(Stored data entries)
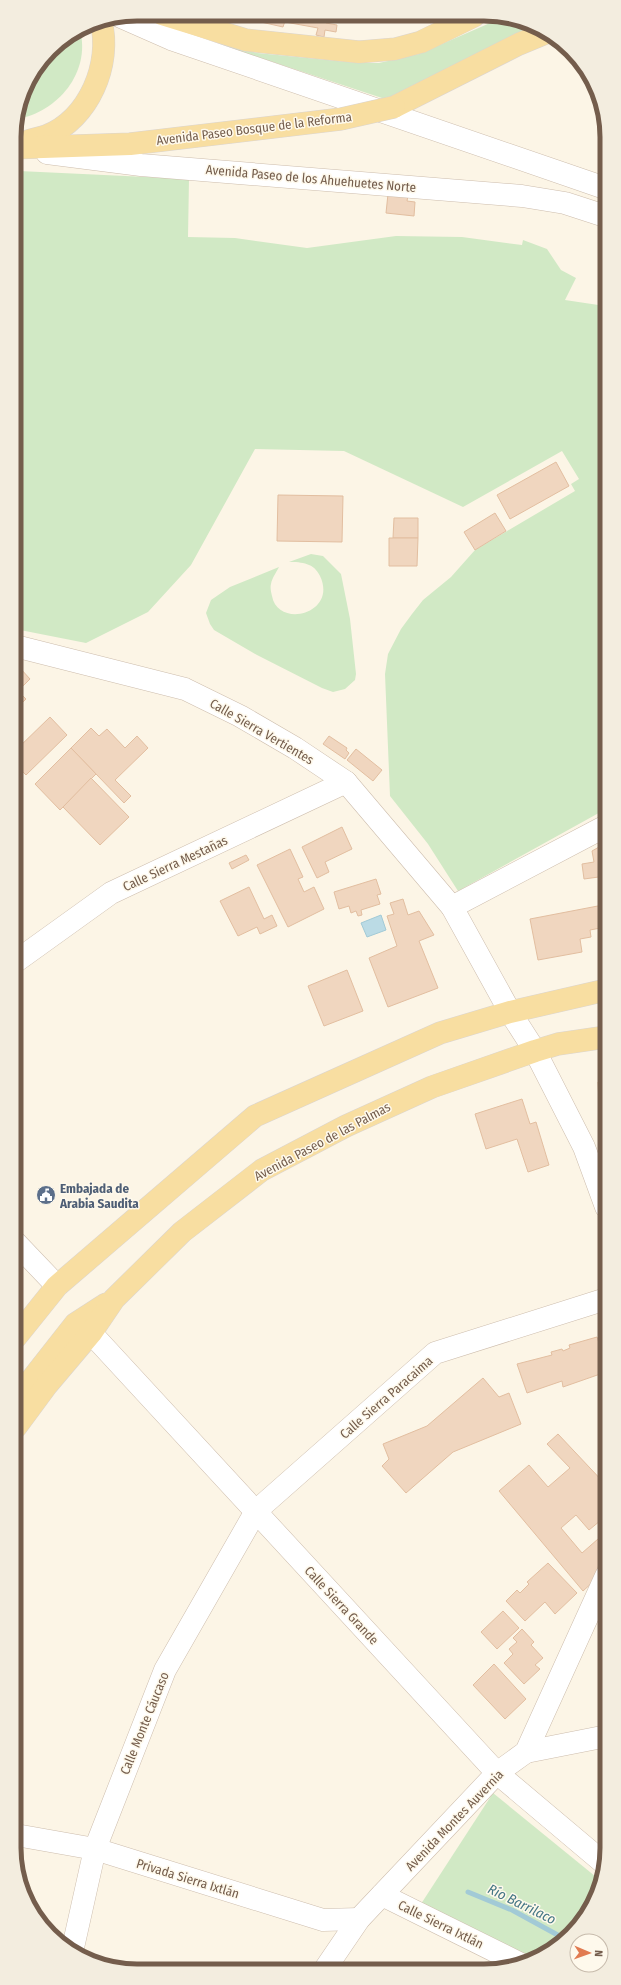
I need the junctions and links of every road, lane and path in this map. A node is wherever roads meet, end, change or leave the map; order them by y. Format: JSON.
{"nodes":[{"id":1,"x":130,"y":21,"type":"edge"},
{"id":2,"x":185,"y":21,"type":"edge"},
{"id":3,"x":464,"y":21,"type":"edge"},
{"id":4,"x":102,"y":26,"type":"edge"},
{"id":5,"x":539,"y":36,"type":"edge"},
{"id":6,"x":21,"y":142,"type":"edge"},
{"id":7,"x":21,"y":149,"type":"edge"},
{"id":8,"x":21,"y":150,"type":"edge"},
{"id":9,"x":600,"y":172,"type":"edge"},
{"id":10,"x":576,"y":177,"type":"junction"},
{"id":11,"x":600,"y":186,"type":"edge"},
{"id":12,"x":600,"y":214,"type":"edge"},
{"id":13,"x":21,"y":648,"type":"edge"},
{"id":14,"x":346,"y":782,"type":"junction"},
{"id":15,"x":600,"y":829,"type":"edge"},
{"id":16,"x":452,"y":907,"type":"junction"},
{"id":17,"x":21,"y":958,"type":"edge"},
{"id":18,"x":600,"y":991,"type":"edge"},
{"id":19,"x":510,"y":1012,"type":"junction"},
{"id":20,"x":600,"y":1038,"type":"edge"},
{"id":21,"x":534,"y":1051,"type":"junction"},
{"id":22,"x":600,"y":1191,"type":"edge"},
{"id":23,"x":21,"y":1248,"type":"edge"},
{"id":24,"x":57,"y":1286,"type":"junction"},
{"id":25,"x":114,"y":1299,"type":"junction"},
{"id":26,"x":600,"y":1301,"type":"edge"},
{"id":27,"x":21,"y":1331,"type":"edge"},
{"id":28,"x":91,"y":1333,"type":"junction"},
{"id":29,"x":21,"y":1393,"type":"edge"},
{"id":30,"x":21,"y":1420,"type":"edge"},
{"id":31,"x":256,"y":1511,"type":"junction"},
{"id":32,"x":600,"y":1589,"type":"edge"},
{"id":33,"x":600,"y":1737,"type":"edge"},
{"id":34,"x":526,"y":1752,"type":"junction"},
{"id":35,"x":497,"y":1773,"type":"junction"},
{"id":36,"x":21,"y":1836,"type":"edge"},
{"id":37,"x":95,"y":1849,"type":"junction"},
{"id":38,"x":600,"y":1859,"type":"edge"},
{"id":39,"x":382,"y":1894,"type":"junction"},
{"id":40,"x":359,"y":1919,"type":"junction"},
{"id":41,"x":74,"y":1945,"type":"edge"},
{"id":42,"x":513,"y":1960,"type":"edge"},
{"id":43,"x":328,"y":1964,"type":"edge"}],
"edges":[{"from":1,"to":10,"type":"street"},
{"from":2,"to":3,"type":"main road"},
{"from":4,"to":6,"type":"main road"},
{"from":5,"to":7,"type":"main road","name":"Avenida Paseo Bosque de la Reforma","bridge":true},
{"from":8,"to":12,"type":"street","name":"Avenida Paseo de los Ahuehuetes Norte"},
{"from":9,"to":10,"type":"street"},
{"from":10,"to":11,"type":"street"},
{"from":13,"to":14,"type":"street","name":"Calle Sierra Vertientes"},
{"from":14,"to":16,"type":"street","name":"Calle Sierra Vertientes"},
{"from":14,"to":17,"type":"street","name":"Calle Sierra Mestañas"},
{"from":15,"to":16,"type":"street"},
{"from":16,"to":19,"type":"street","name":"Calle Sierra Vertientes"},
{"from":18,"to":19,"type":"main road"},
{"from":19,"to":21,"type":"street","name":"Calle Sierra Vertientes"},
{"from":19,"to":24,"type":"main road"},
{"from":20,"to":21,"type":"main road","name":"Avenida Paseo de las Palmas"},
{"from":21,"to":22,"type":"street"},
{"from":21,"to":25,"type":"main road","name":"Avenida Paseo de las Palmas"},
{"from":23,"to":24,"type":"street"},
{"from":24,"to":27,"type":"main road"},
{"from":25,"to":28,"type":"main road","name":"Avenida Paseo de las Palmas"},
{"from":25,"to":29,"type":"main road"},
{"from":26,"to":31,"type":"street","name":"Calle Sierra Paracaima"},
{"from":28,"to":30,"type":"main road","name":"Avenida Paseo de las Palmas"},
{"from":28,"to":31,"type":"street","name":"Calle Sierra Grande"},
{"from":31,"to":35,"type":"street","name":"Calle Sierra Grande"},
{"from":31,"to":37,"type":"street","name":"Calle Monte Cáucaso"},
{"from":32,"to":34,"type":"street","name":"Avenida Montes Auvernia"},
{"from":33,"to":34,"type":"street"},
{"from":34,"to":35,"type":"street","name":"Avenida Montes Auvernia"},
{"from":35,"to":38,"type":"street","name":"Calle Sierra Grande"},
{"from":35,"to":39,"type":"street","name":"Avenida Montes Auvernia"},
{"from":36,"to":37,"type":"street","name":"Privada Sierra Ixtlán"},
{"from":37,"to":40,"type":"street","name":"Privada Sierra Ixtlán"},
{"from":37,"to":41,"type":"street","name":"Calle Monte Cáucaso"},
{"from":39,"to":40,"type":"street","name":"Avenida Montes Auvernia"},
{"from":39,"to":42,"type":"street","name":"Calle Sierra Ixtlán"},
{"from":40,"to":43,"type":"street","name":"Avenida Montes Auvernia"}]}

▶ Directions: Search the records above for the string "Grande" and copy each line that holds it.

▶ Your solution:
{"from":28,"to":31,"type":"street","name":"Calle Sierra Grande"},
{"from":31,"to":35,"type":"street","name":"Calle Sierra Grande"},
{"from":35,"to":38,"type":"street","name":"Calle Sierra Grande"},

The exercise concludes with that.